[cfe-dev] Static Analyzer Rocks Hard

Matthew Jimenez tastic at bycrom.org
Mon Jun 23 08:23:32 PDT 2008


On Jun 23, 2008, at 1:05 AM, Ted Kremenek wrote:

<snip />
>
> On Jun 19, 2008, at 10:36 PM, Matthew Jimenez wrote:
>>
>> This behavior does make sense, but should it really extend past the
>> first usage of the of the variable or after the first pass of a loop?
>> There may be cases where extending it might be a good idea, but I'd
>> imagine those cases too be very rare in code.
>
> I myself am often surprised how logic bugs can cross loop  
> iterations.  Programmers sometimes make assumptions that hold on the  
> first loop iteration and not the second.
>

Ok, fair enough.

<snip />
>
>> Adding the asserts would probably be the best case in the projects I
>> work on, but there are going to be many cases of this, and the
>> original case was a little confusing at first glance.
>
> Just a thought: In a way, adding a flag to the static analyzer to  
> assume that all allocations succeed is almost the same as adding an  
> assertion after every allocation.  The only difference is that there  
> is no run-time check that an assertion provides.  The question is  
> whether or not observing the assertion actually firing would be  
> useful, since it is often obvious that a program is running out of  
> memory.  This of course depends on the application and the  
> preferences of the developer.
>
> While I don't like the idea of having a proliferation of options to  
> the checker which could overly complicate its interface, it does  
> seem the me that "assuming allocations don't fail" would be a very  
> common escape hatch when suppressing false positives for memory  
> leaks and other bugs.  It's an assumption that holds 99% of the time  
> --- except when it doesn't --- in which case most programs are  
> screwed because they aren't written to handle such failure (this  
> isn't really a bug, but a design decision).  Having a flag for this  
> to the static analyzer allows one to assert this across an entire  
> project.  In many ways its a personal decision about how software  
> should be written, and whether or not a bug-finding tool should  
> always scold you about it.
>
> Just a thought.
>

It's been my experience that developers assume success without much  
thought as to the result of failure until they actually witness it.  
Allocation failure is especially nasty since the chances of  
reproducing the error is so slim, and Objective-C might be even  
nastier as nil is a valid receiver. So the need for a tool to check  
this exists, but for better or worse, I still wouldn't imagine  
developers to be proactive about handling such situations.

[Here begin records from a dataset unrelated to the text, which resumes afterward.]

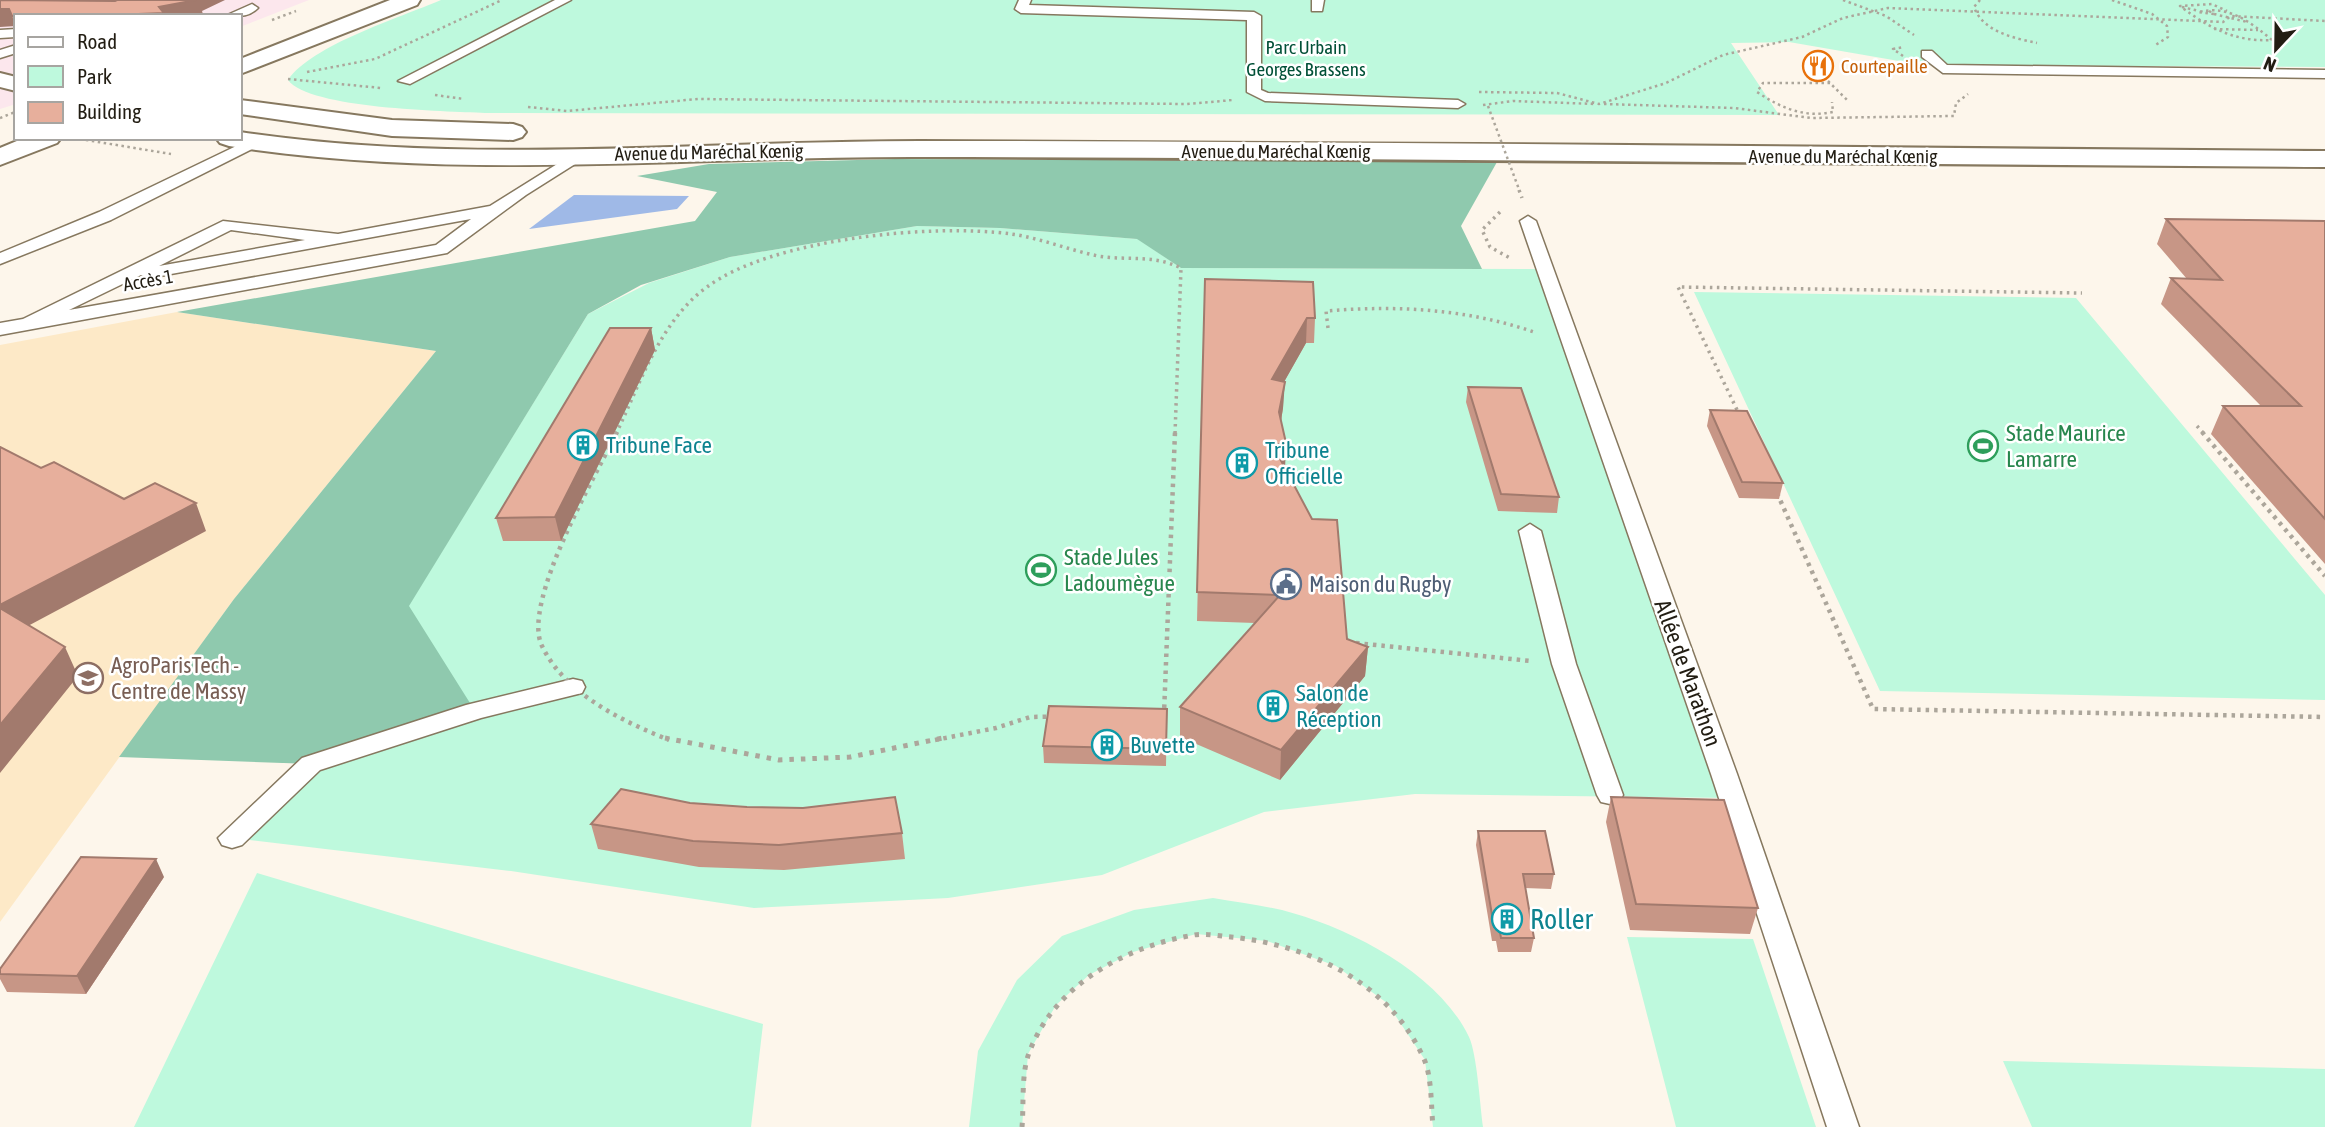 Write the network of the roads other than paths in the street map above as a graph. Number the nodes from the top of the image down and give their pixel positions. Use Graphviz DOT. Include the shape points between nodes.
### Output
graph roads {
  1 [pos="360,0"];
  2 [pos="409,0"];
  3 [pos="565,0"];
  4 [pos="1025,0"];
  5 [pos="251,8"];
  6 [pos="236,14"];
  7 [pos="242,45"];
  8 [pos="1927,54"];
  9 [pos="2192,57"];
  10 [pos="242,66"];
  11 [pos="1943,69"];
  12 [pos="2210,73"];
  13 [pos="2325,74"];
  14 [pos="405,81"];
  15 [pos="1454,104"];
  16 [pos="242,107"];
  17 [pos="2325,139"];
  18 [pos="43,140"];
  19 [pos="242,140"];
  20 [pos="255,142"];
  21 [pos="578,156"];
  22 [pos="0,157"];
  23 [pos="2325,159"];
  24 [pos="496,210"];
  25 [pos="1525,210"];
  26 [pos="340,239"];
  27 [pos="0,259"];
  28 [pos="122,278"];
  29 [pos="29,323"];
  30 [pos="0,328"];
  31 [pos="1530,531"];
  32 [pos="573,687"];
  33 [pos="1609,795"];
  34 [pos="232,838"];
  35 [pos="1843,1127"];
  1 -- 7 [label="main road"];
  2 -- 10 [label="main road"];
  3 -- 14 [label="lane"];
  4 -- 15 [label="lane" via="1021,9 1254,16 1254,92 1265,97"];
  5 -- 6 [label="lane"];
  8 -- 11 [label="lane"];
  9 -- 12 [label="lane"];
  11 -- 12 [label="lane"];
  12 -- 13 [label="lane"];
  16 -- 17 [label="main road, Avenue du Maréchal Kœnig" via="392,128 526,133"];
  18 -- 22 [label="main road"];
  19 -- 20 [label="main road, Avenue du Maréchal Kœnig"];
  20 -- 21 [label="main road, Avenue du Maréchal Kœnig" via="427,158"];
  20 -- 27 [label="lane" via="105,216"];
  21 -- 23 [label="main road, Avenue du Maréchal Kœnig" via="916,149"];
  21 -- 24 [label="lane, Accès 1"];
  24 -- 26 [label="lane"];
  24 -- 29 [label="lane, Accès 1" via="441,249"];
  25 -- 35 [label="lane, Allée de Marathon"];
  26 -- 28 [label="lane"];
  26 -- 28 [label="lane, Accès 1" via="229,225"];
  28 -- 29 [label="lane, Accès 1"];
  29 -- 30 [label="lane"];
  31 -- 33 [label="lane" via="1564,664"];
  32 -- 34 [label="lane" via="475,711 311,764"];
}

Strangely enough, I have seen many developers be much more paranoid  
when allocating memory directly rather than through objects.

>> It's definitely made me think about the way I code, but it would make
>> me think the best option would be to always assert against all
>> allocations - which would be madness in a large pre-existing code
>> base :-)
>
> I think that's awesome if you (and others) want to document your  
> code so thoroughly with assertions.  The problem I see is that you  
> may need a lot of these assertions since allocations are frequent.   
> I'm concerned that some programmers may feel that it is necessary to  
> add an assertion after every allocation just to reduce the noise  
> from the checker.  That's an extra line of code for every  
> allocation; that's cumbersome for both pre-existing and new code.
>
> I'm curious about the following: if I add an option to have the  
> static analyzer assume that all allocations succeed, what portion of  
> your false warnings disappear?  If it is a significant number, I  
> think this option is worth including (or even it including it as the  
> default behavior).  Would you be interested in running this  
> experiment?

I wish I could give good numbers on this at the moment, but I only had  
the chance to check the parts that compile on my mac so far (objective- 
c and windows only - it's rather silly).
However I from what I did manage to compile, I only saw this once out  
of about fifty other reported problems. I figure this accounts for  
about a tenth of the total code, so I might see this ten more times,  
maybe twenty.

I plan on testing the code base throughly at some point in the next  
month or so, and I am definitely interested in helping if I can.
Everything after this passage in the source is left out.